SENIOR Associate Justice Antonio Carpio is once again fearmongering, which results from his apocalyptic vision of the arbitration proceedings of the China International Economic and Trade Arbitration Commission (Cietac).

Carpio is warning the public about a specific provision in the Chico River Pump Irrigation Project loan agreement between the Export-Import Bank of China and the Department of Finance. He said this in connection with Article 8.1 of the agreement, where the Philippines waived its sovereign immunity to be subjected to arbitration.

One of the elements of this article states that “…the Borrower does not waive any immunity of its assets…(iii) located in the Philippines and dedicated to a public or governmental use (as distinguished from patrimonial assets and assets dedicated to commercial use).”

Carpio was peeved at that parenthetical phrase. He argued that “patrimonial assets” include the gas resources in Reed Bank and the West Philippine Sea (WPS). So, if the Philippines couldn’t pay its loan, Carpio said, China “could” just take over these resources. This is wrong, as I will discuss below.

In social media, netizens’ paranoia was heightened by their lack of understanding of what “waiving of state immunity” means. They think that the Philippines has waived its rights over its “patrimonial assets,” which to them, because of Carpio’s insinuation, is the entire WPS.

Sovereign immunity is a right every state has flowing from their sovereignty. Sovereignty means that the state is the highest and absolute authority within its territory and that states have equal sovereignty — no higher authority exists above them.

This foundational principle of international relations renders state consent sacrosanct. States cannot be sued, be part of a treaty, etc. without its consent.

Article 8.1 provision automatically waives our sovereign immunity in relation to that contract.

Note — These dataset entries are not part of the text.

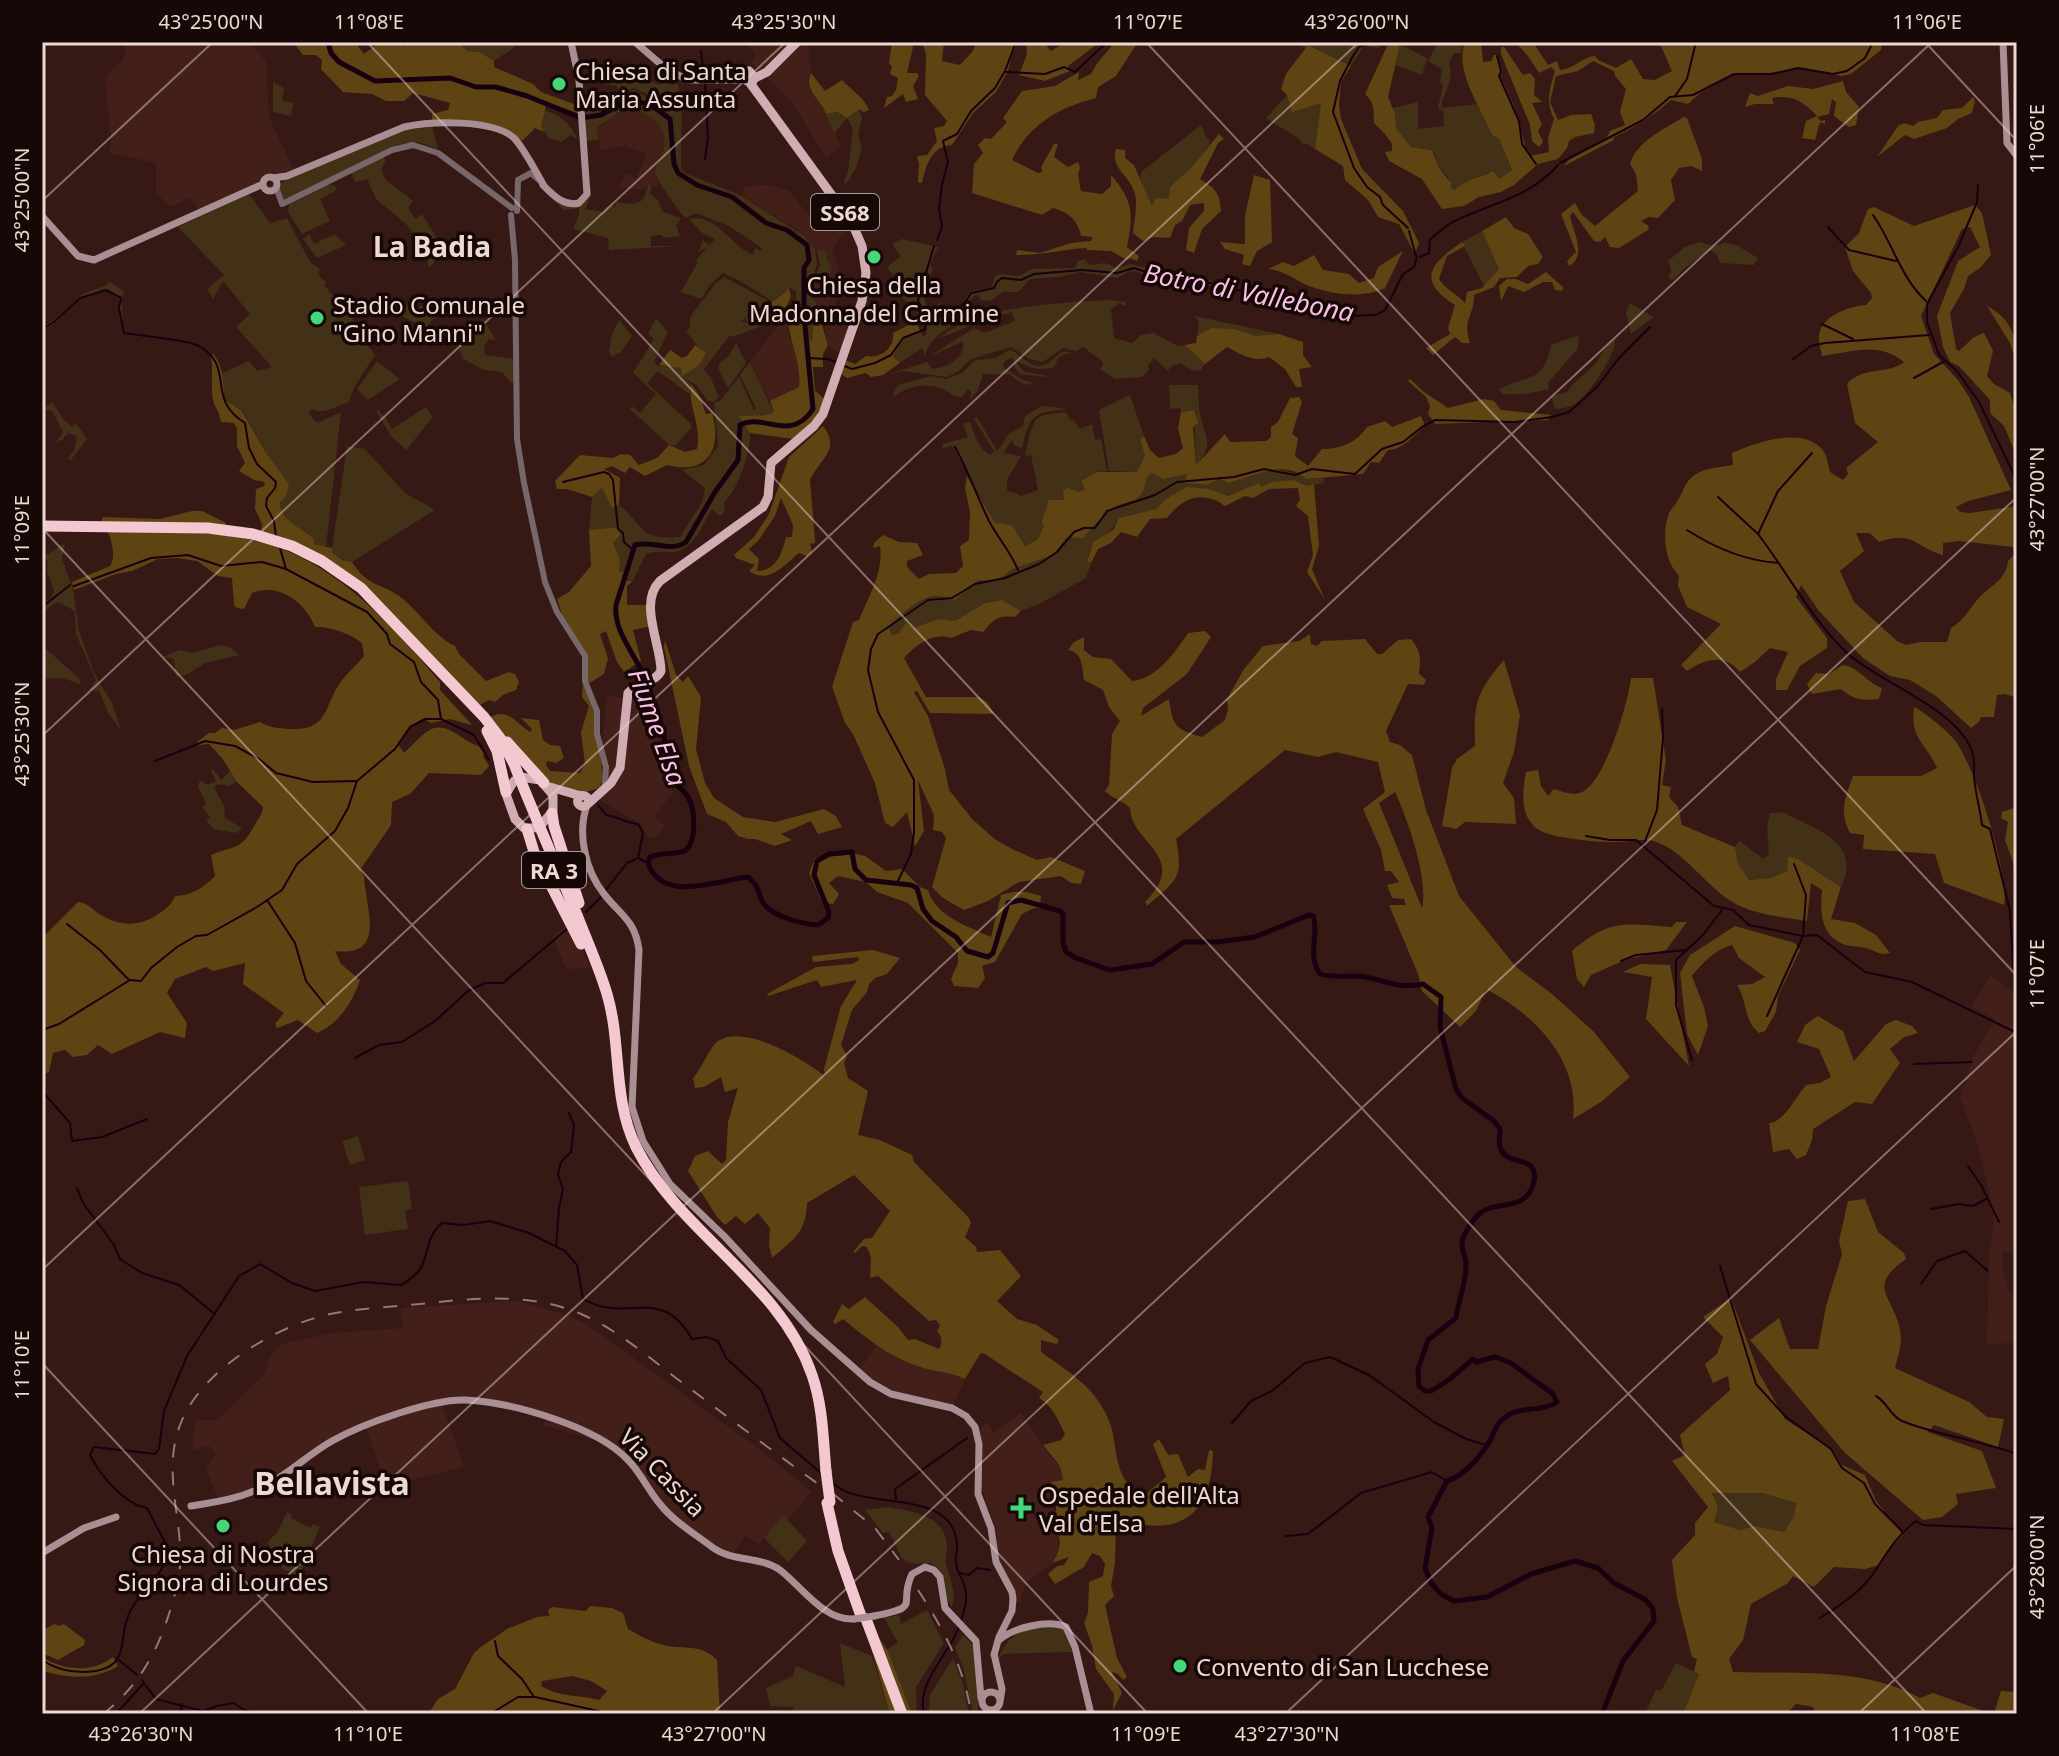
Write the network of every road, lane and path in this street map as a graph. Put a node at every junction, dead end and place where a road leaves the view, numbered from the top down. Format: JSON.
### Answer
{"nodes":[{"id":1,"x":635,"y":42,"type":"edge"},
{"id":2,"x":797,"y":42,"type":"edge"},
{"id":3,"x":2003,"y":42,"type":"edge"},
{"id":4,"x":572,"y":43,"type":"edge"},
{"id":5,"x":749,"y":80,"type":"junction"},
{"id":6,"x":2017,"y":156,"type":"edge"},
{"id":7,"x":535,"y":175,"type":"junction"},
{"id":8,"x":271,"y":186,"type":"junction"},
{"id":9,"x":512,"y":209,"type":"junction"},
{"id":10,"x":42,"y":216,"type":"edge"},
{"id":11,"x":42,"y":528,"type":"edge"},
{"id":12,"x":427,"y":661,"type":"junction"},
{"id":13,"x":441,"y":671,"type":"junction"},
{"id":14,"x":621,"y":757,"type":"junction"},
{"id":15,"x":613,"y":768,"type":"junction"},
{"id":16,"x":546,"y":784,"type":"junction"},
{"id":17,"x":606,"y":786,"type":"junction"},
{"id":18,"x":506,"y":792,"type":"junction"},
{"id":19,"x":583,"y":801,"type":"junction"},
{"id":20,"x":553,"y":811,"type":"junction"},
{"id":21,"x":534,"y":827,"type":"junction"},
{"id":22,"x":614,"y":1030,"type":"junction"},
{"id":23,"x":613,"y":1057,"type":"junction"},
{"id":24,"x":824,"y":1471,"type":"junction"},
{"id":25,"x":979,"y":1473,"type":"junction"},
{"id":26,"x":191,"y":1506,"type":"dead end"},
{"id":27,"x":116,"y":1517,"type":"dead end"},
{"id":28,"x":42,"y":1553,"type":"edge"},
{"id":29,"x":1002,"y":1574,"type":"junction"},
{"id":30,"x":1009,"y":1587,"type":"junction"},
{"id":31,"x":864,"y":1617,"type":"junction"},
{"id":32,"x":1009,"y":1623,"type":"junction"},
{"id":33,"x":1061,"y":1624,"type":"junction"},
{"id":34,"x":997,"y":1640,"type":"junction"},
{"id":35,"x":999,"y":1678,"type":"junction"},
{"id":36,"x":985,"y":1696,"type":"junction"},
{"id":37,"x":996,"y":1708,"type":"edge"},
{"id":38,"x":900,"y":1714,"type":"edge"},
{"id":39,"x":981,"y":1714,"type":"edge"},
{"id":40,"x":1091,"y":1714,"type":"edge"}],
"edges":[{"from":1,"to":5,"type":"main road"},
{"from":2,"to":5,"type":"main road"},
{"from":3,"to":6,"type":"main road"},
{"from":4,"to":7,"type":"main road"},
{"from":5,"to":14,"type":"main road","number":"SS68"},
{"from":7,"to":8,"type":"main road"},
{"from":7,"to":9,"type":"street"},
{"from":8,"to":9,"type":"street"},
{"from":8,"to":10,"type":"main road"},
{"from":9,"to":15,"type":"street"},
{"from":11,"to":12,"type":"highway","number":"RA 3"},
{"from":11,"to":13,"type":"highway","number":"RA 3"},
{"from":12,"to":18,"type":"highway"},
{"from":12,"to":23,"type":"highway","number":"RA 3"},
{"from":13,"to":16,"type":"highway"},
{"from":13,"to":22,"type":"highway","number":"RA 3"},
{"from":14,"to":15,"type":"main road","number":"SS68"},
{"from":14,"to":17,"type":"main road","number":"SS68"},
{"from":15,"to":17,"type":"main road","number":"SS68"},
{"from":16,"to":18,"type":"main road"},
{"from":16,"to":19,"type":"main road"},
{"from":16,"to":20,"type":"main road"},
{"from":17,"to":19,"type":"main road","number":"SS68"},
{"from":18,"to":21,"type":"main road"},
{"from":19,"to":20,"type":"main road"},
{"from":19,"to":25,"type":"main road"},
{"from":20,"to":21,"type":"main road"},
{"from":20,"to":22,"type":"highway"},
{"from":21,"to":23,"type":"highway"},
{"from":22,"to":24,"type":"highway","number":"RA 3"},
{"from":23,"to":24,"type":"highway","number":"RA 3"},
{"from":24,"to":31,"type":"highway","number":"RA 3","bridge":true},
{"from":25,"to":29,"type":"main road"},
{"from":25,"to":29,"type":"main road"},
{"from":26,"to":31,"type":"main road","name":"Via Cassia"},
{"from":27,"to":28,"type":"main road"},
{"from":29,"to":30,"type":"main road"},
{"from":30,"to":32,"type":"main road"},
{"from":30,"to":34,"type":"main road"},
{"from":31,"to":36,"type":"main road"},
{"from":31,"to":38,"type":"highway","number":"RA 3"},
{"from":32,"to":33,"type":"main road"},
{"from":32,"to":34,"type":"main road"},
{"from":33,"to":34,"type":"main road"},
{"from":33,"to":40,"type":"main road"},
{"from":34,"to":35,"type":"main road"},
{"from":35,"to":36,"type":"main road"},
{"from":35,"to":37,"type":"main road"},
{"from":36,"to":37,"type":"main road"},
{"from":36,"to":37,"type":"main road"},
{"from":36,"to":39,"type":"main road"}]}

Waiving sovereign immunity doesn’t mean you are waiving territorial rights or even sovereign rights flowing from the United Nations Convention on the Law of the Sea (Unclos). International law was part of my undergraduate program at Leiden University, a leading university in that field. Sovereign immunity was actually the topic of my final paper in public international law and I’m pretty sure I would have failed that paper if I had argued that waiving of sovereign immunity entails ceding territory or giving up sovereign rights.

Article 8.1 is about allowing ourselves to be subjected to an arbitration proceeding in relation to that loan. So, in case there are any disputes regarding our rights and obligations, we can be subjected to an arbitration proceeding in Cietac.

Since its establishment in 1956, Cietac has become Mainland China’s premier arbitration institution on commercial and trade disputes. In its processes, Cietac combines mediation and arbitration.

The distinctiveness of this feature is succinctly explained by international lawyer Yang Ing Loong: “This innovative and flexible procedure allows the arbitrators to switch roles to mediators during or after the conclusion of an arbitration hearing (as parties wish) to settle the dispute. Should the mediation not be successful, the arbitrators will revert to their original roles and continue to hear the arbitration to its conclusion.”

Carpio is right, Cietac’s decision are final and binding. But he got a lot of things wrong.

First, he claimed that Reed Bank and WPS are our “patrimonial assets” while at the same time arguing that “patrimonial assets” would be defined according to “Chinese law, interpreted by a Chinese-majority tribunal in Beijing.”

China claims that it has indisputable sovereignty over almost the entire South China Sea, which includes our parcelized version of that body of water (i.e. WPS) and the Reed Bank. If China defines WPS and Reed Bank as part of our patrimonial assets, then it would entail first giving up their assertion that it was theirs. In other words, China would have first to admit that they are ours.

Second, Carpio claimed that the arbitration decision will be “enforced by the Chinese government in the Philippines.”

In their “A Simple Guide to Arbitration in Mainland China,” Deacons, Hong Kong’s oldest and largest independent law firm, explained that Cietac “has no power to enforce awards.” If the losing party and his/her property is in China, the winning party can enforce the award by applying to China’s Intermediate People’s Court.

Now, if the losing party is in another country, “a successful party can apply to the competent foreign court for enforcement of a Cietac award, pursuant to the 1958 New York Convention on the Recognition and Enforcement of Foreign Arbitral Awards, in the country where the foreign party is situated.”

This means that our government would enforce the decision after our courts decide on the application for enforcement of the decision.

And third, in case we can’t pay our loan, our patrimonial assets (such as natural resources that generate revenue for us) wouldn’t be handed over to the Export-Import Bank of China. The future revenues from that patrimonial asset would be our loan repayment and not the patrimonial asset itself.

Carpio has the resources to study the entire history of Cietac arbitration proceedings, which have a reputation for fairness and competence. It’s up to him to demonstrate that his apocalyptic vision isn’t only logical and legal, but has actual precedents in the history of Cietac arbitration proceedings.